The Bell Family, circa 1949 – My parents, Howard and Elva Bell, and a healthy, happy me enjoying the life my parents gave me, twice…

When I was two months old I was on life support. My temperature was 108 degrees. The doctors told my parents they could end my life…since the most they could hope for was a child with stunted growth and severe brain damage.

My parents chose to continue life support.

Their decision to ignore the doctor’s advice and keep me alive was motivated, in part, by my mother’s memory of having to wear leg braces as a child due to rickets, being told she would never be able to walk normally, and proving the doctors wrong by becoming a runner on her school’s track team.
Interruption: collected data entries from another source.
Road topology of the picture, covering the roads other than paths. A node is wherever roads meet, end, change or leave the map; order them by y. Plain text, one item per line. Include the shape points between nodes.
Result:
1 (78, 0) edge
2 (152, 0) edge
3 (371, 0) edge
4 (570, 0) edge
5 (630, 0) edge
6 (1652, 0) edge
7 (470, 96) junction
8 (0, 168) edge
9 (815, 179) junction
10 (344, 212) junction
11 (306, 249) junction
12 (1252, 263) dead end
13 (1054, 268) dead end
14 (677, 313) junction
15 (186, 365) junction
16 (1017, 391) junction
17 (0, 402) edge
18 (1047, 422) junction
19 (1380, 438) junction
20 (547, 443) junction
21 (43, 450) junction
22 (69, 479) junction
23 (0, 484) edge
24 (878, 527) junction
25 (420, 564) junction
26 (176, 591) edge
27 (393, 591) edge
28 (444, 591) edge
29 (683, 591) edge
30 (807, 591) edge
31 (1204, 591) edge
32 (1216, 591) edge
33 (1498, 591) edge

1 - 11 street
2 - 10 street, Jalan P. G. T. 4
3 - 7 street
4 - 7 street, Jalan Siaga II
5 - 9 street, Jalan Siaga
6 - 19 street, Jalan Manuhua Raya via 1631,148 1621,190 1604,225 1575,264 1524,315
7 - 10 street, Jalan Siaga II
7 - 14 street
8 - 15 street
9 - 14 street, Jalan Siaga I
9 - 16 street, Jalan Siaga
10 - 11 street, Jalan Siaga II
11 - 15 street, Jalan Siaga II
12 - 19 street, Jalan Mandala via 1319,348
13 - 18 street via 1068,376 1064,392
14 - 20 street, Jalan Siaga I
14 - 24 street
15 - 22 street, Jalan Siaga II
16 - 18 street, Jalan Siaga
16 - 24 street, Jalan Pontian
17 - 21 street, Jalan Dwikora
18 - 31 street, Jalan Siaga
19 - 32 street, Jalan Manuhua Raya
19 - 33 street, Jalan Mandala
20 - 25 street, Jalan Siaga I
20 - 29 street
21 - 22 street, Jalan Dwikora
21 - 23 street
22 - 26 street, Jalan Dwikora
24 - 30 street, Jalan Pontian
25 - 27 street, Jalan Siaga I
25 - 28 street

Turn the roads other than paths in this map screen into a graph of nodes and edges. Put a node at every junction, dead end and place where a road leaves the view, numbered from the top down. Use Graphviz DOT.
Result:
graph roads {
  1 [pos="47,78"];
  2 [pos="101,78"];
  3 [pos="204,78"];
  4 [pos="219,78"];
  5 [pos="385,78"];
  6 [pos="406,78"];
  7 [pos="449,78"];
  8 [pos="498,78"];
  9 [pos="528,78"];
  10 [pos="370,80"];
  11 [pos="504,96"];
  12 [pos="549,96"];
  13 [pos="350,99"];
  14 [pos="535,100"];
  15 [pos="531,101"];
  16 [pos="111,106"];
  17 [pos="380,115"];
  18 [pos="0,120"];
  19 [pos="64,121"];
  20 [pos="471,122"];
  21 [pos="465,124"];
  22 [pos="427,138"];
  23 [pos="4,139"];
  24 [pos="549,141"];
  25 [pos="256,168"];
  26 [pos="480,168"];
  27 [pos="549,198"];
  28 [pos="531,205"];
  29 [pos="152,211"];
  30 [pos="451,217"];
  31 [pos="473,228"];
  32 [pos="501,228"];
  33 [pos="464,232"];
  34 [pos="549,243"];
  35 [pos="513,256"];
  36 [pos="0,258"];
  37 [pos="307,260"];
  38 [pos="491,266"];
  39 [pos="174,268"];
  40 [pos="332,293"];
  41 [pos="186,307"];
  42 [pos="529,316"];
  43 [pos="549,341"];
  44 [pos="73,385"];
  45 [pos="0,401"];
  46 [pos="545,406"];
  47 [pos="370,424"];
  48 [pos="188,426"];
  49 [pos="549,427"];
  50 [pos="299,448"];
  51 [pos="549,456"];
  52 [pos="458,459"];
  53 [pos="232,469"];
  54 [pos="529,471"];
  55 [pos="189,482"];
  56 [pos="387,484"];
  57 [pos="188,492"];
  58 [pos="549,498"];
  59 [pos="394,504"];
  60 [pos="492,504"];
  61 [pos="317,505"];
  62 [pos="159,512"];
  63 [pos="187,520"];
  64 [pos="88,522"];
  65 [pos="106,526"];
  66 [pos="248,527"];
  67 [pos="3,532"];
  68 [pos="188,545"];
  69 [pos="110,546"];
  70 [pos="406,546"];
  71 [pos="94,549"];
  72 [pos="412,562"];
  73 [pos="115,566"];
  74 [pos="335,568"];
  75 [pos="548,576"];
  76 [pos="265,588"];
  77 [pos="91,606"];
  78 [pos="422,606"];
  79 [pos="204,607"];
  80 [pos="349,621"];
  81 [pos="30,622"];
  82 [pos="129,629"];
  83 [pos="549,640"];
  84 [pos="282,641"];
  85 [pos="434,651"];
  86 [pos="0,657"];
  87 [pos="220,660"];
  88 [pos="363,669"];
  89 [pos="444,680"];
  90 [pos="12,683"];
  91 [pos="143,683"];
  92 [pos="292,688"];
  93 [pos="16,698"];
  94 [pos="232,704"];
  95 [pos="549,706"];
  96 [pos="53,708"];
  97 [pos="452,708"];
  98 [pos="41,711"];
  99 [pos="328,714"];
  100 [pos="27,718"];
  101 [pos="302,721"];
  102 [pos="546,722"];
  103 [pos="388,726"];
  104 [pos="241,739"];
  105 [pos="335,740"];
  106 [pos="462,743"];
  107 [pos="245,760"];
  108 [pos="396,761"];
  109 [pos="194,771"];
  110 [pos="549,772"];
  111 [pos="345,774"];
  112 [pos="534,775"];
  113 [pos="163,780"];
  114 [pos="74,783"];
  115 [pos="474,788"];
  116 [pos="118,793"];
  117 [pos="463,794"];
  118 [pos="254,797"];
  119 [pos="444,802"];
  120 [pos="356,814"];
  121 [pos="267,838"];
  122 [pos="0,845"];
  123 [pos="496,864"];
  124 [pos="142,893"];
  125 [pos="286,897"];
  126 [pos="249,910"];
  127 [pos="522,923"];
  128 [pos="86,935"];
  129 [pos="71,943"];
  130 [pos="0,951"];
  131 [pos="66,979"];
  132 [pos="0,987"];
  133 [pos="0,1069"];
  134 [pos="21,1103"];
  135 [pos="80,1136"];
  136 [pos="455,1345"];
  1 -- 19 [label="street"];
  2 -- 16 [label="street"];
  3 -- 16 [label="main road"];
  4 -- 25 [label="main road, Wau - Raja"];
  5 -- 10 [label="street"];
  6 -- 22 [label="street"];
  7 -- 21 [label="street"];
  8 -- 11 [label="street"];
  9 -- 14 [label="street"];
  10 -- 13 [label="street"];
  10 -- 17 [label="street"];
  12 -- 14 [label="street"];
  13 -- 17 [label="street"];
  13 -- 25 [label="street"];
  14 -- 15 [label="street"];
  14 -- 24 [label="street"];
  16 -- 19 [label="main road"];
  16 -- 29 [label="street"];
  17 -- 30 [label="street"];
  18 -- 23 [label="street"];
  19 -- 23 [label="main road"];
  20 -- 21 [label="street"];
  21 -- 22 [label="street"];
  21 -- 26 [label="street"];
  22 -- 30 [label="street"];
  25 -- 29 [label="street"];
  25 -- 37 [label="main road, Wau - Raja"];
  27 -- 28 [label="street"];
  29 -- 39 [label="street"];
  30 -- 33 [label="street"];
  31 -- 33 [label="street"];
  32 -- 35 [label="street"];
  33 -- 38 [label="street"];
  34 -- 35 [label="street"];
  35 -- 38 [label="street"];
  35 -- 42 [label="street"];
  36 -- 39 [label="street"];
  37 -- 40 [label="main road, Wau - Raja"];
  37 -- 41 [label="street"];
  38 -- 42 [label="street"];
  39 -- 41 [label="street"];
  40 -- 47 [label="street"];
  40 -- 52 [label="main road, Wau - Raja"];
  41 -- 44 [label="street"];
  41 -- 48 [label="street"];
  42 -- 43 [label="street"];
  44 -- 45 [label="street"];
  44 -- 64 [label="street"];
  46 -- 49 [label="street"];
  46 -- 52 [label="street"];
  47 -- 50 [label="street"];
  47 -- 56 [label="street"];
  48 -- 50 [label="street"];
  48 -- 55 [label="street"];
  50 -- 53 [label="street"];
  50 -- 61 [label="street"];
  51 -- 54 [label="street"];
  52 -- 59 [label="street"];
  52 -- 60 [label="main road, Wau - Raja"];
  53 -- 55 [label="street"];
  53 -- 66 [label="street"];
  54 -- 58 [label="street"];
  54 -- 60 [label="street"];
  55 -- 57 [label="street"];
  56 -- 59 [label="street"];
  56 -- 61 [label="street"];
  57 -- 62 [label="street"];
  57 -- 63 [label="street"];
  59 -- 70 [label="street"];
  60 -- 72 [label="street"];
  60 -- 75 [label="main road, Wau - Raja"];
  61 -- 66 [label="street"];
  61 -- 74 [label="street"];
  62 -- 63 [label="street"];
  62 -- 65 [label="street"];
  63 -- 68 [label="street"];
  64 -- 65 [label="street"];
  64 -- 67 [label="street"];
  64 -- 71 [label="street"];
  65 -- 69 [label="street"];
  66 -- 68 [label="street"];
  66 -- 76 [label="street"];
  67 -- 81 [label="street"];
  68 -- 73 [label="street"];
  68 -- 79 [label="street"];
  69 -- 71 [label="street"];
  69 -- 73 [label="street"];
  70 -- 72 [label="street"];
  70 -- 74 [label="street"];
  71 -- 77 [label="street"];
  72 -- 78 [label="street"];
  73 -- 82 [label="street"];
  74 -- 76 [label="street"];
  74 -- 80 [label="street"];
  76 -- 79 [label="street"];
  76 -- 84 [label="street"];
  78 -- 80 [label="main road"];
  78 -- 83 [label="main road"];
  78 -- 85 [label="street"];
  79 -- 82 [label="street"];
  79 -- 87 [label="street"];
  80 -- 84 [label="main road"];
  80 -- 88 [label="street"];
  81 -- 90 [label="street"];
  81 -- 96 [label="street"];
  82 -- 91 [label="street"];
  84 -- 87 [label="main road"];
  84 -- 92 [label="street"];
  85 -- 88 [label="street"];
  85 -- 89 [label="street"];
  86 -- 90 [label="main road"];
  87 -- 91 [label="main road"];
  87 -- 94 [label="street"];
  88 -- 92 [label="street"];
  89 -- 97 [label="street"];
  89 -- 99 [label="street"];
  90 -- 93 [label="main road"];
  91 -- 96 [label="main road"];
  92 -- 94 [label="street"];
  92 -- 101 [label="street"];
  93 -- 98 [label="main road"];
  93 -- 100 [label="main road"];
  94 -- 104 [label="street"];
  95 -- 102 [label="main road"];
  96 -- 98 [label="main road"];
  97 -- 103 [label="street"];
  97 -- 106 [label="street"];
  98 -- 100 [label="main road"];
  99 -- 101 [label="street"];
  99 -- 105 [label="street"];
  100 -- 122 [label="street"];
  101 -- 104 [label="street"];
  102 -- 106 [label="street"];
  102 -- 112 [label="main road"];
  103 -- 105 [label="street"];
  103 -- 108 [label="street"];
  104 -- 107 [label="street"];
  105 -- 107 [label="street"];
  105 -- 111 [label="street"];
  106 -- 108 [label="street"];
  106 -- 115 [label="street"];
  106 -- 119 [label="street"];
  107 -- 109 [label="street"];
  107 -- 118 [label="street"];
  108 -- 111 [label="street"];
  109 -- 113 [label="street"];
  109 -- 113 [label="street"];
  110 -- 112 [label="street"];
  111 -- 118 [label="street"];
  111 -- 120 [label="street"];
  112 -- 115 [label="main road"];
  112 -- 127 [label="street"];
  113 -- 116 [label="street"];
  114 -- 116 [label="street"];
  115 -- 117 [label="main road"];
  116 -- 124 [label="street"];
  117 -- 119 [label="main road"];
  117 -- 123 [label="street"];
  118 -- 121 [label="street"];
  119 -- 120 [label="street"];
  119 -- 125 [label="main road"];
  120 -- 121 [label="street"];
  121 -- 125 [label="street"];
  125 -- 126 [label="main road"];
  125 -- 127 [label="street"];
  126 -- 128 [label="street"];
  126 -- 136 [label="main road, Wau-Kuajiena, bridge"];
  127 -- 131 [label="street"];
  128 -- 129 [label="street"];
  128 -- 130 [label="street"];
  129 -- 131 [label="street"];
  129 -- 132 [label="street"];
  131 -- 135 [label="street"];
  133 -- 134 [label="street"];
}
So, my parents took me home and loved me, nurtured me, and worked hard to create a positive normal life for me.

By the time I was three years old, my parents managed, through hard work and personal sacrifice, to move out of the Philadelphia projects and buy a home in Willow Grove, PA in Abington Township, a suburb of Philadelphia. When I was a teenager, they told me they moved to Willow Grove, PA so I would not be subject to gang pressures growing up in the projects.

My father, a World War II veteran, did not finish college but knew how things worked, and taught me plumbing, carpentry and landscaping, and involved me in sports so I would have a well-rounded personality. My mother, a teacher at a majority black middle school in Philadelphia, taught me to work for my dreams, love justice, and believe in God as we walked a mile each way, every Sunday for three years, to catch a bus to Philadelphia to attend a black Lutheran church.

While the bus into Philadelphia allowed us to maintain a connection to our faith community, my mother was upset by buses that divided our residential community.

The latter buses took the white children in our community to a distant elementary school, while the black children in the community walked to the local elementary school. When my mother noticed this, she and my dad engaged the National Association for the Advancement of Colored People (NAACP), to help them integrate the schools halfway through my first-grade year.

Without my parents’ actions, I may not have lived to write this blog, or I may have been pressured to become part of a gang, or I may have been educated in a segregated school where many of the teachers had a very limited view of the abilities of “Negro” students. Instead, thanks to the choices and actions of my parents, I was able to earn an Engineering degree at Princeton, a Master’s in Public Policy from Harvard and a Master’s in Management from the Massachusetts Institute of Technology.

Years later, I realized that my parents’ willingness to disagree with the doctors’ recommendations and take me home and nurture me, and their willingness to fight to integrate Abington schools gave me a core element of the SELF Empowerment Program™ (SELF™ ) – a strong belief in the ability of all young people to achieve their dreams and be successful individuals.

In my next blog, I will talk about challenges in elementary school I could not overcome on my own. I will also talk about how after doors were opened for me, I worked hard to succeed and how these experiences shaped my thinking about the need for programs to help at-risk students*. Thinking that eventually led to my creating SELF™.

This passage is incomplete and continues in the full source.